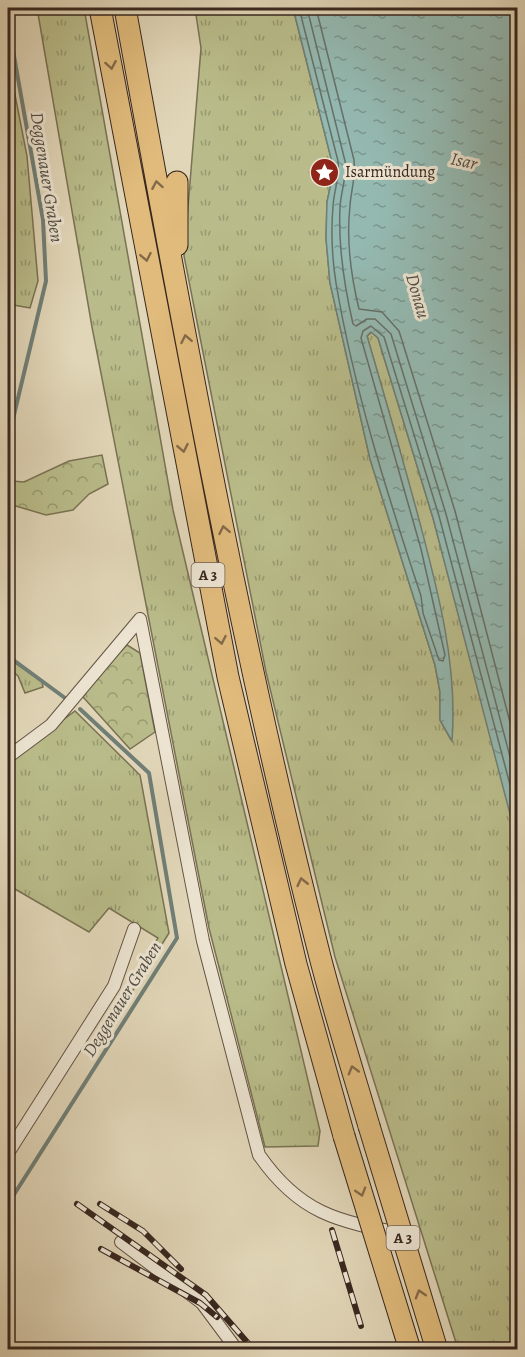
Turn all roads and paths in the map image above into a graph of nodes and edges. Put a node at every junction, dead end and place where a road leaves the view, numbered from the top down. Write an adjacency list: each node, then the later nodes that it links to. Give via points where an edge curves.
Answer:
1 (100, 8): 11 (highway, A 3, one-way to 11, bridge, via 228,677 293,953)
2 (125, 8): 4 (highway, A 3, one-way to 2)
3 (177, 182): 4 (highway, via 178,241)
4 (171, 263): 12 (highway, A 3, one-way to 4, bridge, via 318,952 252,670)
5 (8, 757): 8 (street, via 51,725 140,618 203,941 259,1155 277,1180 320,1212 352,1224)
6 (134, 929): 7 (street, via 114,986)
7 (8, 1153)
8 (413, 1235)
9 (121, 1242): 10 (street, via 202,1303)
10 (237, 1350)
11 (410, 1350)
12 (437, 1350)

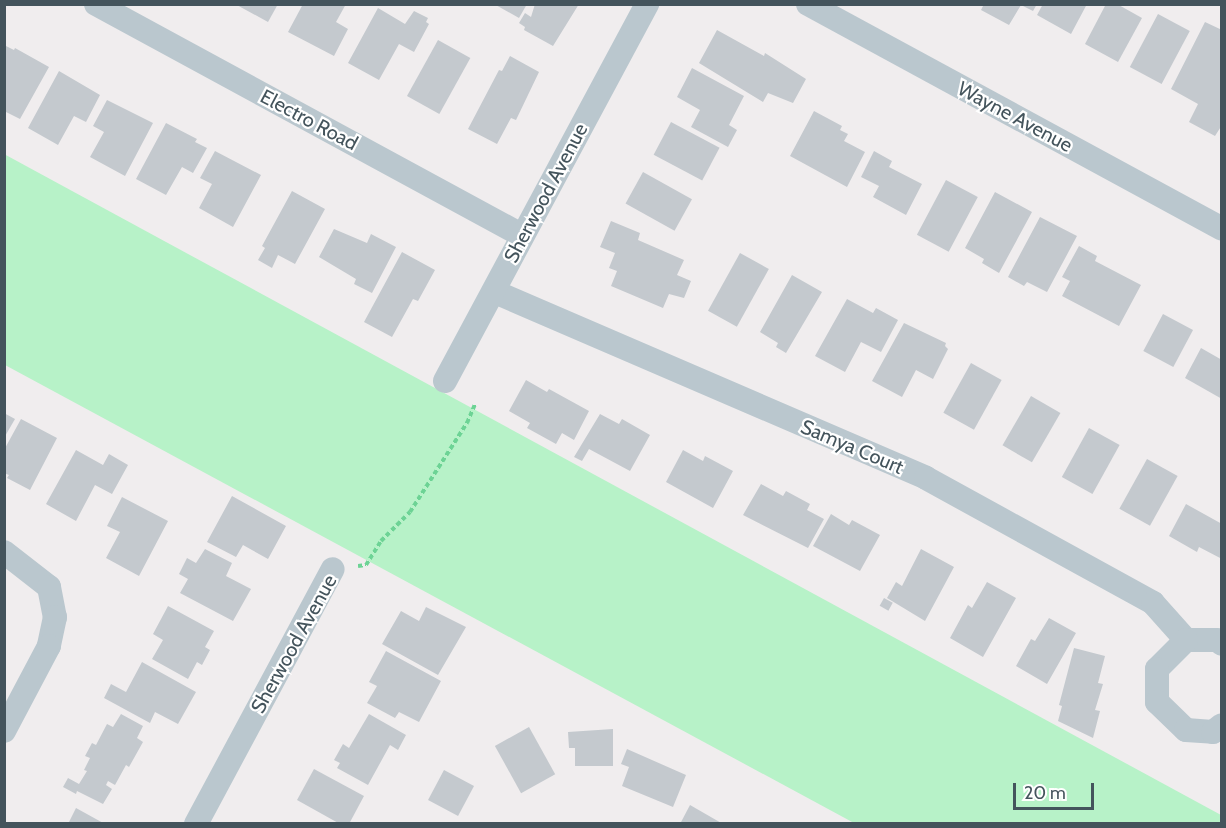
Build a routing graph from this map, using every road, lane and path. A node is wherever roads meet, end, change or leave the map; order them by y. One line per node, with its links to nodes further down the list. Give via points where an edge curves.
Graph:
1 (96, 4): 5 (street, Electro Road)
2 (647, 4): 5 (street, Sherwood Avenue)
3 (808, 4): 4 (street, Wayne Avenue)
4 (1221, 229)
5 (522, 235): 6 (street, Sherwood Avenue)
6 (495, 292): 7 (street, Sherwood Avenue); 11 (street, Samya Court, via 926,478 1154,603)
7 (445, 381)
8 (475, 404): 10 (path, Sherwood Avenue, via 415,505 381,541 366,565)
9 (4, 552): 14 (street, via 49,587 56,617 49,646)
10 (333, 569): 15 (street, Sherwood Avenue)
11 (1186, 640): 12 (street, via 1217,640); 13 (street, via 1157,669 1157,702 1186,730 1213,732)
12 (1221, 644)
13 (1221, 725)
14 (4, 731)
15 (196, 824)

§ **Action item**: Restate, line by line and word for word, everything from the top of the material through the line that contains "Build a routing". Leave pictures out.

§ **Result**:
Turn all roads and paths in the map image above into a graph of nodes and edges. Put a node at every junction, dead end and place where a road leaves the view, numbered from the top down. Write an adjacency list: each node, then the later nodes that it links to. Give via points where an edge curves.
Answer:
1 (100, 8): 11 (highway, A 3, one-way to 11, bridge, via 228,677 293,953)
2 (125, 8): 4 (highway, A 3, one-way to 2)
3 (177, 182): 4 (highway, via 178,241)
4 (171, 263): 12 (highway, A 3, one-way to 4, bridge, via 318,952 252,670)
5 (8, 757): 8 (street, via 51,725 140,618 203,941 259,1155 277,1180 320,1212 352,1224)
6 (134, 929): 7 (street, via 114,986)
7 (8, 1153)
8 (413, 1235)
9 (121, 1242): 10 (street, via 202,1303)
10 (237, 1350)
11 (410, 1350)
12 (437, 1350)

Build a routing graph from this map, using every road, lane and path. A node is wherever roads meet, end, change or leave the map; order them by y. One line per node, with its links to nodes further down the list. Give via points where an edge curves.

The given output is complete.